Content starts

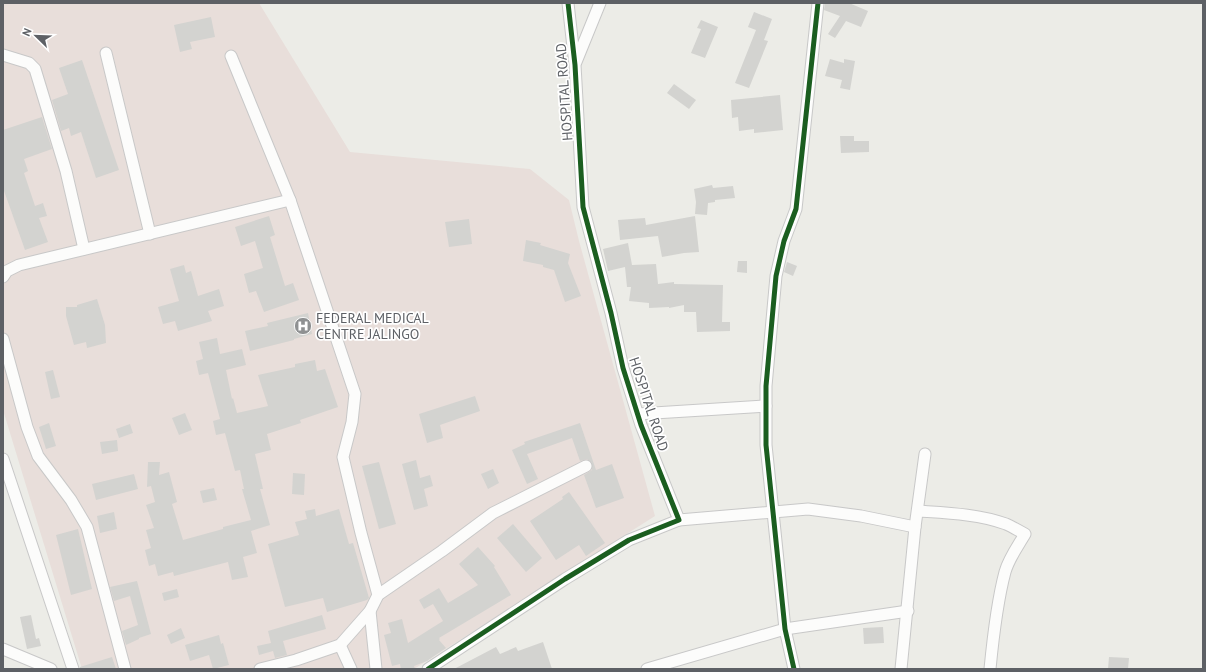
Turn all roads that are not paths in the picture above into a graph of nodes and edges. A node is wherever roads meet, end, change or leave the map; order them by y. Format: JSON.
{"nodes":[{"id":1,"x":568,"y":3,"type":"edge"},
{"id":2,"x":600,"y":3,"type":"edge"},
{"id":3,"x":818,"y":3,"type":"edge"},
{"id":4,"x":106,"y":53,"type":"dead end"},
{"id":5,"x":3,"y":55,"type":"edge"},
{"id":6,"x":231,"y":56,"type":"dead end"},
{"id":7,"x":575,"y":65,"type":"junction"},
{"id":8,"x":290,"y":200,"type":"junction"},
{"id":9,"x":150,"y":234,"type":"junction"},
{"id":10,"x":84,"y":248,"type":"junction"},
{"id":11,"x":3,"y":277,"type":"edge"},
{"id":12,"x":3,"y":339,"type":"edge"},
{"id":13,"x":766,"y":406,"type":"junction"},
{"id":14,"x":638,"y":414,"type":"junction"},
{"id":15,"x":925,"y":454,"type":"dead end"},
{"id":16,"x":3,"y":459,"type":"edge"},
{"id":17,"x":586,"y":466,"type":"dead end"},
{"id":18,"x":918,"y":511,"type":"junction"},
{"id":19,"x":772,"y":512,"type":"junction"},
{"id":20,"x":679,"y":520,"type":"junction"},
{"id":21,"x":915,"y":527,"type":"junction"},
{"id":22,"x":378,"y":595,"type":"junction"},
{"id":23,"x":370,"y":611,"type":"junction"},
{"id":24,"x":908,"y":611,"type":"junction"},
{"id":25,"x":785,"y":629,"type":"junction"},
{"id":26,"x":340,"y":645,"type":"junction"},
{"id":27,"x":3,"y":649,"type":"edge"},
{"id":28,"x":50,"y":669,"type":"edge"},
{"id":29,"x":73,"y":669,"type":"edge"},
{"id":30,"x":125,"y":669,"type":"edge"},
{"id":31,"x":260,"y":669,"type":"edge"},
{"id":32,"x":351,"y":669,"type":"edge"},
{"id":33,"x":376,"y":669,"type":"edge"},
{"id":34,"x":428,"y":669,"type":"edge"},
{"id":35,"x":647,"y":669,"type":"edge"},
{"id":36,"x":794,"y":669,"type":"edge"},
{"id":37,"x":901,"y":669,"type":"edge"},
{"id":38,"x":990,"y":669,"type":"edge"}],
"edges":[{"from":1,"to":7,"type":"street","name":"HOSPITAL ROAD"},
{"from":2,"to":7,"type":"street"},
{"from":3,"to":13,"type":"street"},
{"from":4,"to":9,"type":"street"},
{"from":5,"to":10,"type":"street"},
{"from":6,"to":8,"type":"street"},
{"from":7,"to":14,"type":"street","name":"HOSPITAL ROAD"},
{"from":8,"to":9,"type":"street"},
{"from":8,"to":22,"type":"street"},
{"from":9,"to":10,"type":"street"},
{"from":10,"to":11,"type":"street"},
{"from":12,"to":30,"type":"street"},
{"from":13,"to":14,"type":"street"},
{"from":13,"to":19,"type":"street"},
{"from":14,"to":20,"type":"street","name":"HOSPITAL ROAD"},
{"from":15,"to":18,"type":"street"},
{"from":16,"to":29,"type":"street"},
{"from":17,"to":22,"type":"street"},
{"from":18,"to":21,"type":"street"},
{"from":18,"to":38,"type":"street"},
{"from":19,"to":20,"type":"street"},
{"from":19,"to":21,"type":"street"},
{"from":19,"to":25,"type":"street"},
{"from":20,"to":34,"type":"street"},
{"from":21,"to":24,"type":"street"},
{"from":22,"to":23,"type":"street"},
{"from":23,"to":26,"type":"street"},
{"from":23,"to":33,"type":"street"},
{"from":24,"to":25,"type":"street"},
{"from":24,"to":37,"type":"street"},
{"from":25,"to":35,"type":"street"},
{"from":25,"to":36,"type":"street"},
{"from":26,"to":31,"type":"street"},
{"from":26,"to":32,"type":"street"},
{"from":27,"to":28,"type":"street"}]}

Content ends

= YOUR TASK =
Find all lines in the records that hold the word "HOSPITAL". Copy them.

= YOUR SOLUTION =
"edges":[{"from":1,"to":7,"type":"street","name":"HOSPITAL ROAD"},
{"from":7,"to":14,"type":"street","name":"HOSPITAL ROAD"},
{"from":14,"to":20,"type":"street","name":"HOSPITAL ROAD"},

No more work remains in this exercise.